La cour d'appel polonaise réduit à 18 mois la peine pour discours de haine de Wojciech Olszański
La Cour d'appel de Gdańsk a réduit la peine de Wojciech Olszański à 18 mois de travaux d'intérêt général, l'acquittant des accusations de discours de haine envers les Ukrainiens tout en confirmant sa condamnation pour propos antisémites.
La décision d'appel réduit la durée des travaux d'intérêt général
Le 2 septembre 2026, la Cour d'appel de Gdańsk a annoncé un jugement définitif et exécutoire dans l'affaire pénale contre le diffuseur internet d'extrême droite Wojciech Olszański, largement connu sous le pseudonyme Jaszczur. La décision a modifié un précédent verdict rendu en mai 2025 par le tribunal régional de Toruń, qui avait condamné Olszański à deux ans de travaux d'intérêt général pour incitation à la haine envers les personnes juives et ukrainiennes. Le président du tribunal Rafał Ryś a réduit la peine à un an et six mois de restriction de liberté. Selon les termes de cette peine modifiée, Olszański doit effectuer 20 heures de travail social non rémunéré et supervisé par mois pendant la durée de la période de dix-huit mois.
- Tribunal régional de Toruń
- 24 mois
- Cour d'appel de Gdańsk
- 18 mois
Les limites juridiques du discours politique
Les accusations contre Olszański proviennent d'un discours public qu'il a prononcé le 13 août 2022 rue Rynek à Grudziądz lors de la Marche nationale du général Tadeusz Rozwadowski. La chambre d'appel a confirmé qu'Olszański avait commis un délit en incitant publiquement à la haine contre les personnes de nationalité juive, leur attribuant des intentions hostiles, des motifs trompeurs et des actions visant à saper le bien-être économique des citoyens polonais, tout en les présentant comme des ennemis de la Pologne méritant la mort. Dans la justification, le tribunal a expliqué que le droit pénal polonais ne pénalise pas les croyances nationalistes définies comme le patriotisme et le traitement de la nation comme une valeur primordiale, mais a souligné que les méthodes utilisées pour diffuser ces idées ne peuvent violer l'ordre juridique. Le juge Ryś a noté que le prévenu avait dépassé ces limites autorisées à la recherche d'applaudissements et de publicité.

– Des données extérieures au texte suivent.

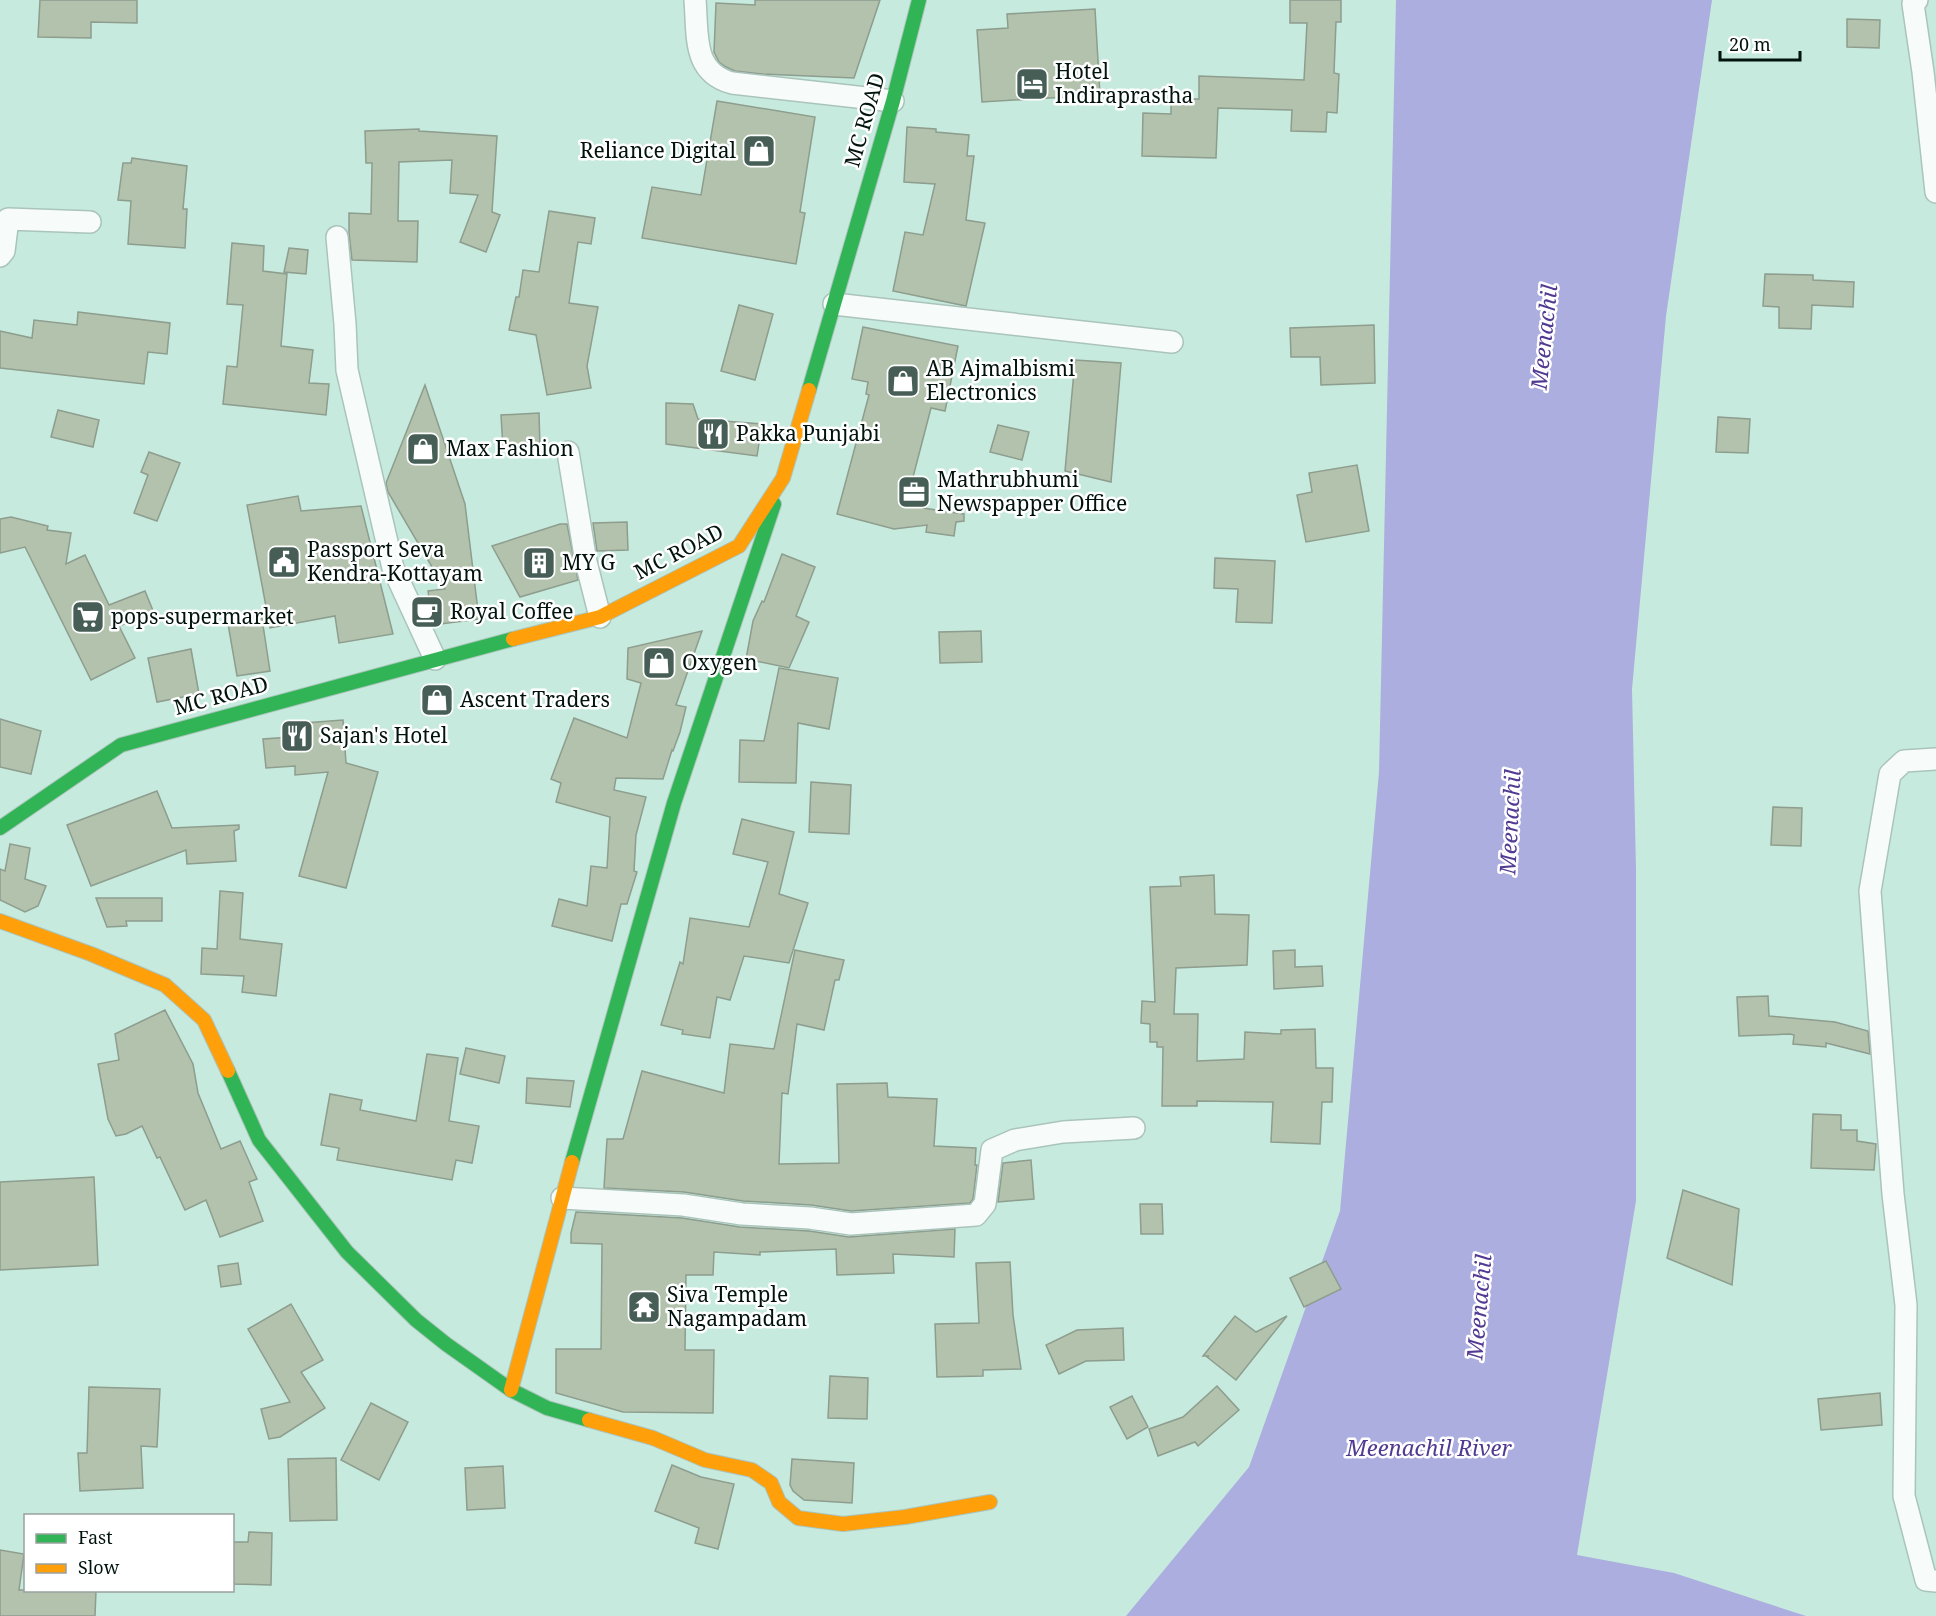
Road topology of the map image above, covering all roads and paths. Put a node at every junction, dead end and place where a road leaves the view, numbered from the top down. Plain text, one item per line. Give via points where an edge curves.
1 (695, 0) edge
2 (919, 0) edge
3 (1917, 0) edge
4 (892, 101) junction
5 (1936, 192) edge
6 (90, 222) dead end
7 (337, 237) dead end
8 (0, 256) edge
9 (834, 304) junction
10 (1172, 342) dead end
11 (568, 452) dead end
12 (783, 478) junction
13 (600, 617) junction
14 (435, 659) junction
15 (1936, 759) edge
16 (0, 828) edge
17 (0, 921) edge
18 (1134, 1128) dead end
19 (562, 1198) junction
20 (511, 1390) junction
21 (990, 1502) dead end
22 (1936, 1581) edge

1 - 4 street via 703,63 712,75 732,83
2 - 4 street, MC ROAD
3 - 5 street via 1913,4
4 - 9 street, MC ROAD
6 - 8 street via 8,219
7 - 14 street via 347,370 374,487 393,568
9 - 10 street
9 - 12 street, MC ROAD
11 - 13 street via 586,562
12 - 13 street, MC ROAD via 739,546
12 - 19 street via 674,803
13 - 14 street, MC ROAD
14 - 16 street, MC ROAD via 121,745
15 - 22 street via 1905,761 1890,774 1870,891 1893,1194 1906,1305 1904,1496 1926,1580
17 - 20 street via 165,985 204,1020 259,1140 347,1251 416,1320
18 - 19 street via 1063,1132 1014,1140 992,1150 985,1204 976,1215 851,1224 683,1205
19 - 20 street
20 - 21 street via 547,1408 653,1438 705,1460 752,1470 771,1483 779,1502 798,1518 843,1524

Il s'agit de la forme, des outils utilisés pour promouvoir ces opinions, des méthodes d'action employées, qui doivent toujours rester dans les limites de l'ordre juridique. Si elles ne correspondent pas et que la limite est franchie, alors la responsabilité pénale s'applique, et c'est précisément ce qui s'est passé dans cette affaire.
Réévaluation des propos concernant les Ukrainiens
La réduction de la peine résulte directement de la réévaluation par la cour d'appel des propos d'Olszański concernant les Ukrainiens. Alors que le tribunal de première instance de Toruń avait traité les deux séries de propos comme une incitation criminelle, la cour de Gdańsk a estimé que les déclarations concernant les Ukrainiens étaient relativement peu nombreuses en comparaison et restaient dans les limites du discours politique licite. Les juges ont qualifié ses déclarations critiques concernant l'affichage des drapeaux ukrainiens dans les espaces publics et le statut juridique de la langue ukrainienne comme une opinion publique permise, bien que vive, plutôt qu'une infraction au code pénal.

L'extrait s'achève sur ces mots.